WHAT IS REQUIRED> From the entries below, work out the number of lines that hold the word "lane", and give that number alone.

· · · · ·

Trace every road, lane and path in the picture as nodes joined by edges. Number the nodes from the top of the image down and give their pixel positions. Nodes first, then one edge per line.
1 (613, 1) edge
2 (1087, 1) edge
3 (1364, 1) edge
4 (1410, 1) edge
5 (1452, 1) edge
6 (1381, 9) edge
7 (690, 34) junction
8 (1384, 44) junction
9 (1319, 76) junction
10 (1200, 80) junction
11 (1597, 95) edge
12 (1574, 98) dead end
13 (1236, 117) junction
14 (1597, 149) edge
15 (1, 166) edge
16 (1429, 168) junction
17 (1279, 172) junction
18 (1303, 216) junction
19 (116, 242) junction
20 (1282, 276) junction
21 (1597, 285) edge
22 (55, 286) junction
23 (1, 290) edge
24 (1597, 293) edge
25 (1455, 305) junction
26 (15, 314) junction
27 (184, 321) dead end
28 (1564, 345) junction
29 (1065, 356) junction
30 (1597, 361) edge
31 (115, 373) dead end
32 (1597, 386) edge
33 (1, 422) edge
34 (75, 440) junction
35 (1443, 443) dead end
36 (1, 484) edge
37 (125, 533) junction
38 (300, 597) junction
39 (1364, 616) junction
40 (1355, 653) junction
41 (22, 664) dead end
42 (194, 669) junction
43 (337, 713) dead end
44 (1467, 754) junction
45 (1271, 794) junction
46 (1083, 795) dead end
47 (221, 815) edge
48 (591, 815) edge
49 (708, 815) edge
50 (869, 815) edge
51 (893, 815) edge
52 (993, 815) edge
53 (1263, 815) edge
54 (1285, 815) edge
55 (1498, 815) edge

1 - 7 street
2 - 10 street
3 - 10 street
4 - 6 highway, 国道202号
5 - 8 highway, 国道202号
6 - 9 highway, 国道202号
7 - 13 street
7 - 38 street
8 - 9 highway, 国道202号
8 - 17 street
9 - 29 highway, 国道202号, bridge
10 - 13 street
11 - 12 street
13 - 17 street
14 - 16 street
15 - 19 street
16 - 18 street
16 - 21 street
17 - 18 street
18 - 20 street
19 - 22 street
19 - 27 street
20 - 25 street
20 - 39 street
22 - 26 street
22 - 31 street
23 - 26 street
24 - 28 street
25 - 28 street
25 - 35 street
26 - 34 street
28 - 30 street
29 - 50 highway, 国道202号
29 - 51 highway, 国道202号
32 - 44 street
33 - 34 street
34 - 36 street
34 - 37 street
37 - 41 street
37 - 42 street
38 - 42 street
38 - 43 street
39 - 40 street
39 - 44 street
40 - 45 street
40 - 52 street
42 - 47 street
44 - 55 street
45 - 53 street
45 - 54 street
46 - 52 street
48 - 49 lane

· · · · ·

SOLUTION TO THIS PROBLEM> 2